→ EXERCISE AIM: Starting at the first entry below, repeat all the data word for word and drop the pictures.

→ SOURCE MATERIAL:
○ ○ ○ ○ ○ ○ ○

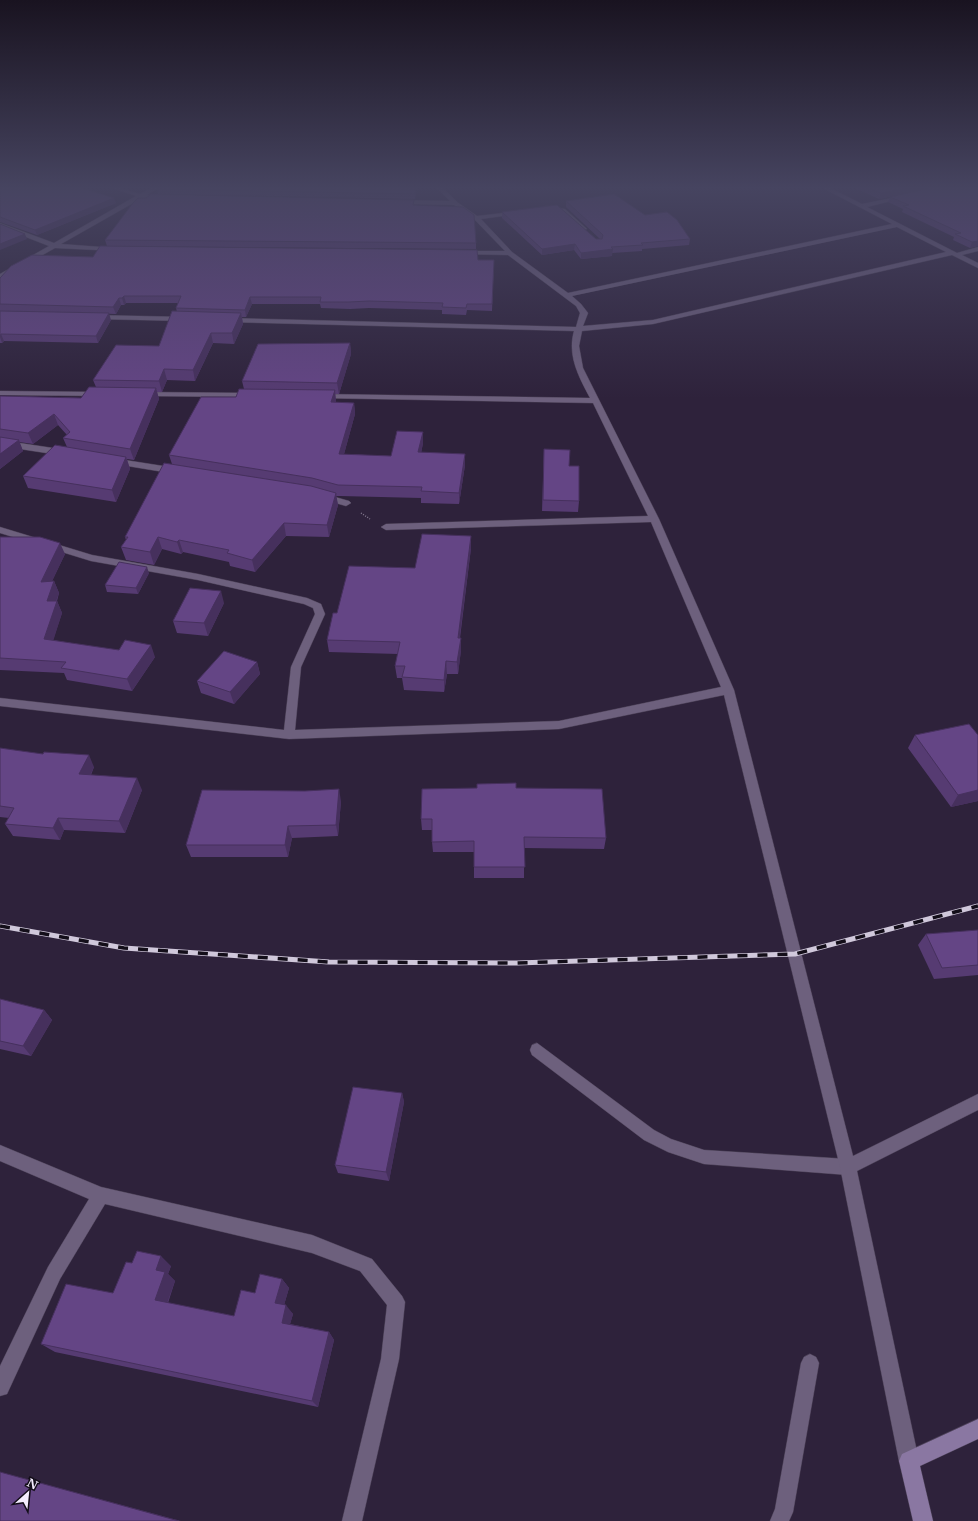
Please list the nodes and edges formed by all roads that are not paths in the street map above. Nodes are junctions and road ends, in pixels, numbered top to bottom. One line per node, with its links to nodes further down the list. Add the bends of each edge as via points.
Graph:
1 (36, 257): 7 (street)
2 (515, 257): 8 (street)
3 (747, 257): 8 (street)
4 (941, 257): 12 (street, via 653,322)
5 (960, 257): 6 (street)
6 (978, 266)
7 (0, 277)
8 (568, 295): 12 (street, via 580,305 584,313)
9 (87, 316): 10 (street)
10 (190, 319)
11 (222, 320): 12 (street)
12 (578, 329): 18 (street, via 574,352)
13 (4, 393): 14 (street); 19 (street)
14 (112, 394)
15 (136, 394): 16 (street)
16 (262, 395)
17 (309, 396): 18 (street)
18 (596, 401): 26 (street)
19 (0, 404)
20 (0, 443): 21 (street)
21 (74, 454)
22 (105, 459): 23 (street)
23 (182, 472)
24 (314, 494): 25 (street)
25 (346, 503)
26 (654, 519): 27 (street); 29 (street)
27 (386, 527)
28 (0, 530): 31 (street, via 91,558 198,577 307,601 318,606 320,614 296,667)
29 (728, 690): 31 (street, via 559,725); 35 (street)
30 (0, 702): 31 (street)
31 (289, 735)
32 (537, 1050): 35 (lane, via 649,1135 668,1145 704,1157)
33 (978, 1102): 35 (street)
34 (0, 1154): 36 (street)
35 (848, 1167): 40 (street)
36 (101, 1195): 38 (street, via 54,1273); 41 (street, via 312,1244 366,1266 396,1302 390,1359)
37 (810, 1363): 42 (lane, via 784,1512)
38 (0, 1387)
39 (978, 1429): 40 (street)
40 (909, 1461): 43 (street)
41 (352, 1521)
42 (779, 1521)
43 (923, 1521)

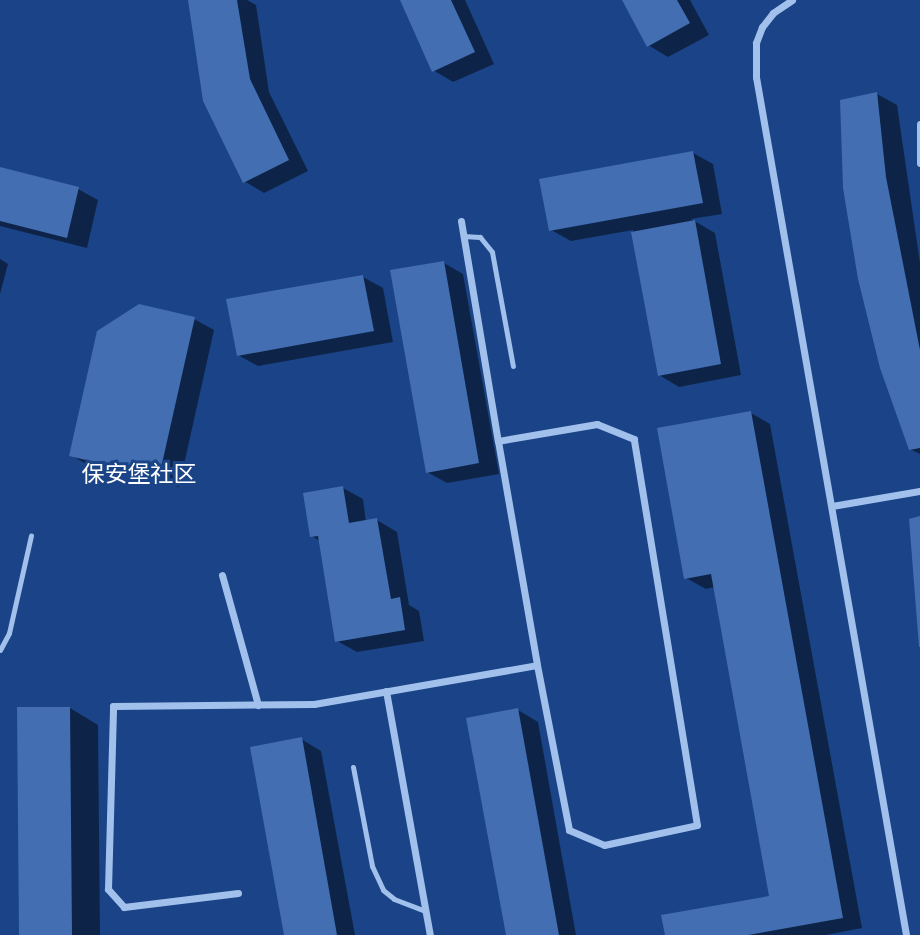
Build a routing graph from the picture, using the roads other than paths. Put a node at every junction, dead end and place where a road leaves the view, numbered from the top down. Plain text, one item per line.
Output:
1 (792, 0) edge
2 (920, 124) edge
3 (920, 163) edge
4 (461, 221) dead end
5 (463, 236) junction
6 (513, 366) dead end
7 (499, 441) junction
8 (920, 491) edge
9 (832, 506) junction
10 (31, 536) dead end
11 (222, 575) dead end
12 (0, 650) edge
13 (537, 665) junction
14 (386, 691) junction
15 (258, 705) junction
16 (353, 767) dead end
17 (238, 894) dead end
18 (426, 911) junction
19 (430, 935) edge
20 (906, 935) edge

1 - 9 street
2 - 3 street
4 - 5 street
5 - 6 lane
5 - 7 street
7 - 13 street
7 - 13 street
8 - 9 street
9 - 20 street
10 - 12 lane
11 - 15 street
13 - 14 street
14 - 15 street
14 - 18 street
15 - 17 street
16 - 18 lane
18 - 19 street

○ ○ ○ ○ ○ ○ ○

→ RESULT:
Please list the nodes and edges formed by all roads that are not paths in the street map above. Nodes are junctions and road ends, in pixels, numbered top to bottom. One line per node, with its links to nodes further down the list. Add the bends of each edge as via points.
Graph:
1 (36, 257): 7 (street)
2 (515, 257): 8 (street)
3 (747, 257): 8 (street)
4 (941, 257): 12 (street, via 653,322)
5 (960, 257): 6 (street)
6 (978, 266)
7 (0, 277)
8 (568, 295): 12 (street, via 580,305 584,313)
9 (87, 316): 10 (street)
10 (190, 319)
11 (222, 320): 12 (street)
12 (578, 329): 18 (street, via 574,352)
13 (4, 393): 14 (street); 19 (street)
14 (112, 394)
15 (136, 394): 16 (street)
16 (262, 395)
17 (309, 396): 18 (street)
18 (596, 401): 26 (street)
19 (0, 404)
20 (0, 443): 21 (street)
21 (74, 454)
22 (105, 459): 23 (street)
23 (182, 472)
24 (314, 494): 25 (street)
25 (346, 503)
26 (654, 519): 27 (street); 29 (street)
27 (386, 527)
28 (0, 530): 31 (street, via 91,558 198,577 307,601 318,606 320,614 296,667)
29 (728, 690): 31 (street, via 559,725); 35 (street)
30 (0, 702): 31 (street)
31 (289, 735)
32 (537, 1050): 35 (lane, via 649,1135 668,1145 704,1157)
33 (978, 1102): 35 (street)
34 (0, 1154): 36 (street)
35 (848, 1167): 40 (street)
36 (101, 1195): 38 (street, via 54,1273); 41 (street, via 312,1244 366,1266 396,1302 390,1359)
37 (810, 1363): 42 (lane, via 784,1512)
38 (0, 1387)
39 (978, 1429): 40 (street)
40 (909, 1461): 43 (street)
41 (352, 1521)
42 (779, 1521)
43 (923, 1521)

Build a routing graph from the picture, using the roads other than paths. Put a node at every junction, dead end and place where a road leaves the view, numbered from the top down. Plain text, one item per line.
Output:
1 (792, 0) edge
2 (920, 124) edge
3 (920, 163) edge
4 (461, 221) dead end
5 (463, 236) junction
6 (513, 366) dead end
7 (499, 441) junction
8 (920, 491) edge
9 (832, 506) junction
10 (31, 536) dead end
11 (222, 575) dead end
12 (0, 650) edge
13 (537, 665) junction
14 (386, 691) junction
15 (258, 705) junction
16 (353, 767) dead end
17 (238, 894) dead end
18 (426, 911) junction
19 (430, 935) edge
20 (906, 935) edge

1 - 9 street
2 - 3 street
4 - 5 street
5 - 6 lane
5 - 7 street
7 - 13 street
7 - 13 street
8 - 9 street
9 - 20 street
10 - 12 lane
11 - 15 street
13 - 14 street
14 - 15 street
14 - 18 street
15 - 17 street
16 - 18 lane
18 - 19 street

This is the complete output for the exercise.